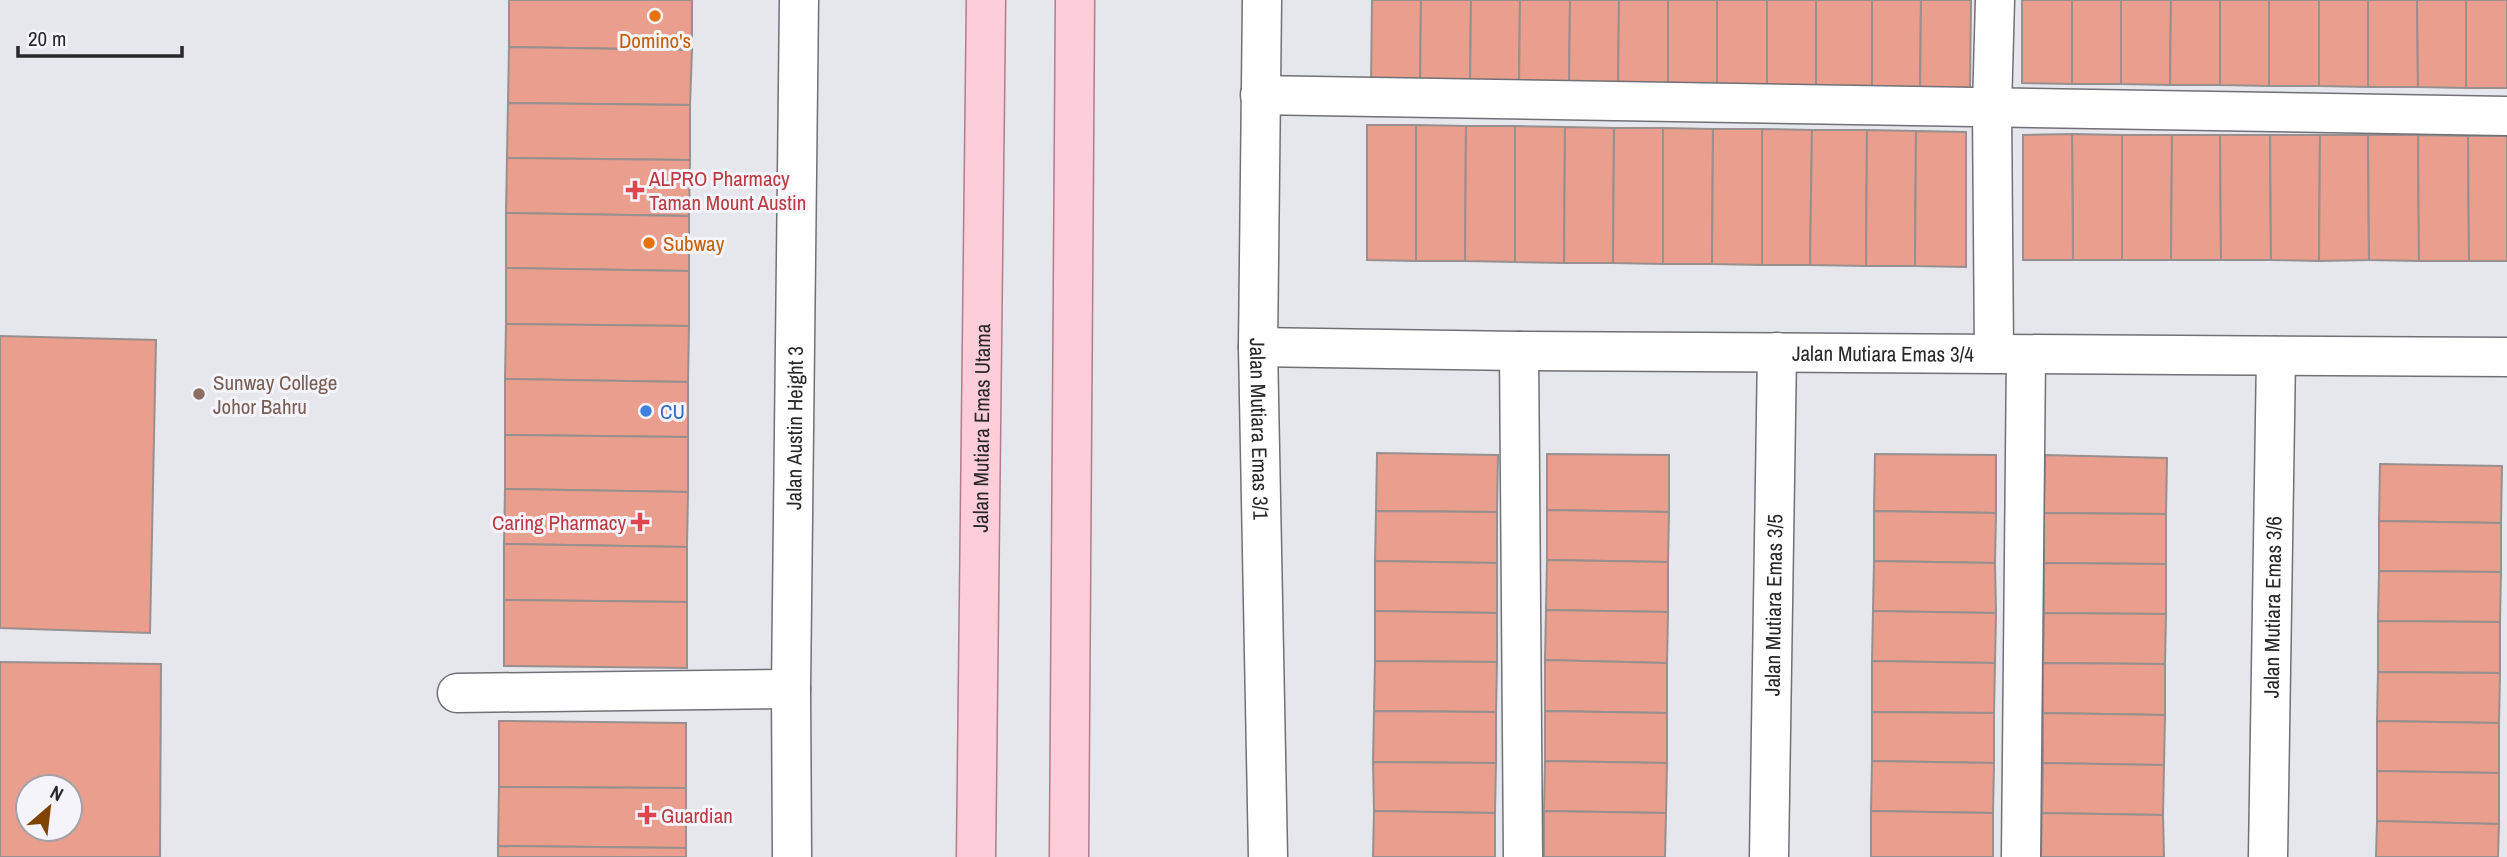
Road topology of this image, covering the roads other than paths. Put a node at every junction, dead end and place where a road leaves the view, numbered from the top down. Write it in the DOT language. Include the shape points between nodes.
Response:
graph roads {
  1 [pos="799,0"];
  2 [pos="986,0"];
  3 [pos="1075,0"];
  4 [pos="1262,0"];
  5 [pos="1995,0"];
  6 [pos="1259,94"];
  7 [pos="1992,108"];
  8 [pos="2507,116"];
  9 [pos="1258,347"];
  10 [pos="1519,351"];
  11 [pos="1777,352"];
  12 [pos="2010,354"];
  13 [pos="2276,356"];
  14 [pos="2507,357"];
  15 [pos="791,689"];
  16 [pos="457,694"];
  17 [pos="792,857"];
  18 [pos="976,857"];
  19 [pos="1069,857"];
  20 [pos="1268,857"];
  21 [pos="1523,857"];
  22 [pos="1769,857"];
  23 [pos="2021,857"];
  24 [pos="2267,857"];
  1 -- 15 [label="street, Jalan Austin Height 3"];
  2 -- 18 [label="main road, Jalan Mutiara Emas Utama"];
  3 -- 19 [label="main road"];
  4 -- 6 [label="street, Jalan Mutiara Emas 3/1"];
  5 -- 7 [label="street"];
  6 -- 7 [label="street"];
  6 -- 9 [label="street, Jalan Mutiara Emas 3/1"];
  7 -- 8 [label="street"];
  7 -- 12 [label="street"];
  9 -- 10 [label="street, Jalan Mutiara Emas 3/4"];
  9 -- 20 [label="street, Jalan Mutiara Emas 3/1"];
  10 -- 11 [label="street, Jalan Mutiara Emas 3/4"];
  10 -- 21 [label="street"];
  11 -- 12 [label="street, Jalan Mutiara Emas 3/4"];
  11 -- 22 [label="street, Jalan Mutiara Emas 3/5"];
  12 -- 13 [label="street, Jalan Mutiara Emas 3/4"];
  12 -- 23 [label="street"];
  13 -- 14 [label="street, Jalan Mutiara Emas 3/4"];
  13 -- 24 [label="street, Jalan Mutiara Emas 3/6"];
  15 -- 16 [label="street"];
  15 -- 17 [label="street, Jalan Austin Height 3"];
}
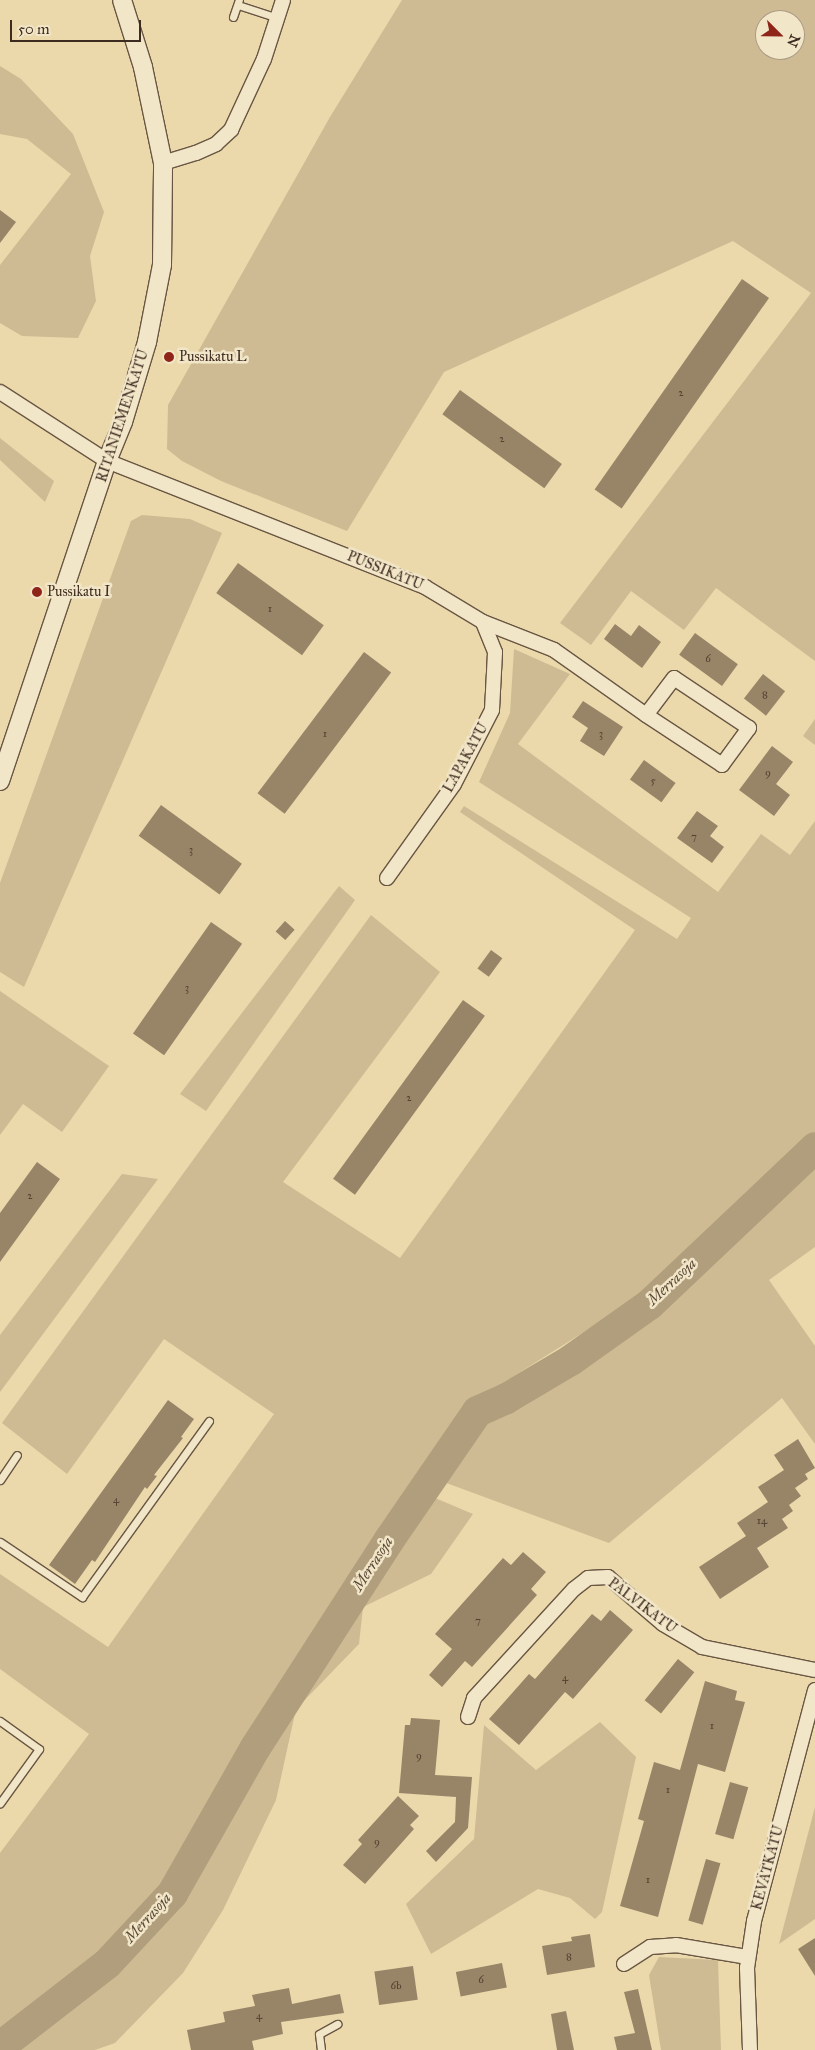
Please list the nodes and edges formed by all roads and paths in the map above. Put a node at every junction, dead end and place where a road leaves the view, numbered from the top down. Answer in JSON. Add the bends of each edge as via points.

Brief
Which lines of the data contain the string "place"? Copy each of them.

Solution for this task
Road topology of this image, covering the roads other than paths. Put a node at every junction, dead end and place where a road leaves the view, numbered from the top down. Write it in the DOT language. Include the shape points between nodes.
Please list the nodes and edges formed by all roads and paths in the map above. Put a node at every junction, dead end and place where a road leaves the view, numbered from the top down. Answer in JSON. Add the bends of each edge as via points.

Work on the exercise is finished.